A few months (weeks? days?) ago, I wrote a post – A Type A Housewife’s Thoughts on Cleaning. I stand by that post, but today I NEEDED to clean. Seriously clean. Not just pick up and wipe up. I needed to dust, scrub, shine and polish. Not because it was dirty (it was filthy), but because I needed to feel in control of something.

Sometimes things get too crazy. Too chaotic. Too loud. Too fun. Yes, I just said sometimes things get too fun.

There are times that I feel like the ONLY thing I am accomplishing is entertaining and engaging my kids. Such an upbringing is sure to spoil them, right? Turn them into entitled little creatures that require immediate gratification? They have to learn (at some point) how to entertain themselves or be complacent with a little boredom, right? Maybe not. But today, that was my theory.

Today, I let my kids wander, tinker with toys, watch TV, and spin in circles while I almost completely ignored them and cleaned house. Not to worry, I made sure they were safe, fed them when they were hungry, and changed their soiled diapers, but I also did my own thing.

I think they actually enjoyed it. They played together, fought a little, found toys they had forgotten, and let their momma clean house (translation: reclaim a small piece of her sanity).

Windex makes me giddy. Crumb free floors make me want to dance (albeit badly), and polished furniture makes me feel brand new.

The kids are now napping, and I am sipping a cup of tea in a CLEAN house. All is right in my little world. What can I say, sometimes I just gotta scrub something.

On Caving…

Every book, article, and pamphlet I have read on parenting says the same thing: consistency is important – children thrive within boundaries, and routines are essential.

It’s not that I disagree… it’s just… well, sometimes “caving” is just as necessary. I have yet to read any literature that endorses “caving,” but I’m going to say  SHOUT it: SOMETIMES GOOD MOMS AND DADS GIVE IN!

Today I took the kids to the mall. Rex had won a prize pack in a drawing and we went to pick it up. Exciting stuff for an almost three year old! Not so exciting for his little sister. The nice lady who gave Rex his prize offered Sydney a sucker. Let me be clear, this was not my “caving” moment. While a sucker is not something I would have allowed Rex to have at 16 months of age, she is my temperamental second child and I am not no longer one to scoff at a treat that guarantees 15 minutes of contentment. She squealed and started sucking happily. We then decided to go to the indoor play area…

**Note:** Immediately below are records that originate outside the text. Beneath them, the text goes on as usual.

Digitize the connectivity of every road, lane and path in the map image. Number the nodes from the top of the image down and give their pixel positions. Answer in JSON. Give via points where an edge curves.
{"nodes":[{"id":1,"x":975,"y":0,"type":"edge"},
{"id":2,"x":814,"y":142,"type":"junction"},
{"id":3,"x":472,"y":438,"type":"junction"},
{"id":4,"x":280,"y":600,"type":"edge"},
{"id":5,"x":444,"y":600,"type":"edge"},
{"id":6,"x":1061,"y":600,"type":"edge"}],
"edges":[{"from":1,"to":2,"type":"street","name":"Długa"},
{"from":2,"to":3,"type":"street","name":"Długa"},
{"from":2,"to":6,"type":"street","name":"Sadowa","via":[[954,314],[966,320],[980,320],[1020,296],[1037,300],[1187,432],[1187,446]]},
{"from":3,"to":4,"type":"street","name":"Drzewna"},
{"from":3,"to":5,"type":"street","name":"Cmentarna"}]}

I couldn’t fathom allowing her to toddle around with a sucker so I decided it needed to go ba-bye. I took pried it out of her little hand death grip and the shrieking started. She threw herself to the floor and screamed in a way that frightened other mid-trantrum toddlers.


I felt other parental eyes searing into my spinning head. I could “hear” the questions conveyed by their eyes. “What’s she gonna do? Is she gonna stand her ground? Is she going to march that little tyrant out of the play area, strap her flailing, screaming body back into the stroller and go home? Who is going to win?” 

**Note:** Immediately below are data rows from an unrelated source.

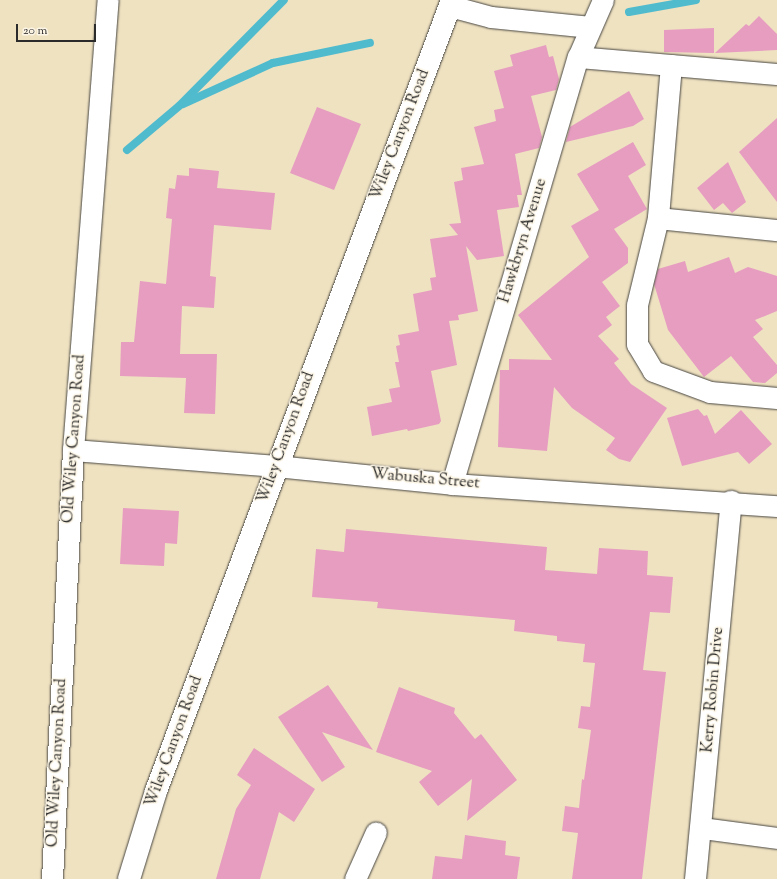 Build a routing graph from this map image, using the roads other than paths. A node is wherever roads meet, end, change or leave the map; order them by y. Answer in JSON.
{"nodes":[{"id":1,"x":108,"y":0,"type":"edge"},
{"id":2,"x":603,"y":0,"type":"edge"},
{"id":3,"x":451,"y":3,"type":"edge"},
{"id":4,"x":591,"y":27,"type":"junction"},
{"id":5,"x":578,"y":57,"type":"junction"},
{"id":6,"x":671,"y":65,"type":"junction"},
{"id":7,"x":777,"y":74,"type":"edge"},
{"id":8,"x":658,"y":218,"type":"junction"},
{"id":9,"x":777,"y":230,"type":"edge"},
{"id":10,"x":777,"y":398,"type":"edge"},
{"id":11,"x":73,"y":450,"type":"junction"},
{"id":12,"x":276,"y":466,"type":"junction"},
{"id":13,"x":452,"y":484,"type":"junction"},
{"id":14,"x":731,"y":501,"type":"junction"},
{"id":15,"x":777,"y":506,"type":"edge"},
{"id":16,"x":702,"y":828,"type":"junction"},
{"id":17,"x":376,"y":832,"type":"dead end"},
{"id":18,"x":777,"y":838,"type":"edge"},
{"id":19,"x":52,"y":879,"type":"edge"},
{"id":20,"x":129,"y":879,"type":"edge"},
{"id":21,"x":355,"y":879,"type":"edge"},
{"id":22,"x":695,"y":879,"type":"edge"}],
"edges":[{"from":1,"to":11,"type":"street","name":"Old Wiley Canyon Road"},
{"from":2,"to":4,"type":"street","name":"Hawkbryn Avenue"},
{"from":3,"to":4,"type":"street"},
{"from":3,"to":12,"type":"street","name":"Wiley Canyon Road"},
{"from":4,"to":5,"type":"street","name":"Hawkbryn Avenue"},
{"from":5,"to":6,"type":"street"},
{"from":5,"to":13,"type":"street","name":"Hawkbryn Avenue"},
{"from":6,"to":7,"type":"street"},
{"from":6,"to":8,"type":"street"},
{"from":8,"to":9,"type":"street"},
{"from":8,"to":10,"type":"street"},
{"from":11,"to":12,"type":"street","name":"Wabuska Street"},
{"from":11,"to":19,"type":"street","name":"Old Wiley Canyon Road"},
{"from":12,"to":13,"type":"street","name":"Wabuska Street"},
{"from":12,"to":20,"type":"street","name":"Wiley Canyon Road"},
{"from":13,"to":14,"type":"street","name":"Wabuska Street"},
{"from":14,"to":15,"type":"street","name":"Wabuska Street"},
{"from":14,"to":16,"type":"street","name":"Kerry Robin Drive"},
{"from":16,"to":18,"type":"street"},
{"from":16,"to":22,"type":"street","name":"Kerry Robin Drive"},
{"from":17,"to":21,"type":"street"}]}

I wrestled with these questions for [what felt like] 5 minutes [though I’m sure it was closer to 22 seconds].

Here’s the thing. While I wrestled with my choices [stand my ground or cave], I felt myself escalating. My face felt hot, my shoulders were up around my ears, and my hands were clenched. My choices weren’t so much “stand my ground” or “cave”…they were more like “stand your ground now and later explode in the car” or “cave now and NOT turn into scary mommy later.” Honestly, given the two choices, the latter seemed the lesser of two evils.

So, while I acknowledge that consistency is important, I also feel [with great conviction] that sometimes “caving” is just as necessary.

Sydney got her sucker, I kept my sanity. We both won :).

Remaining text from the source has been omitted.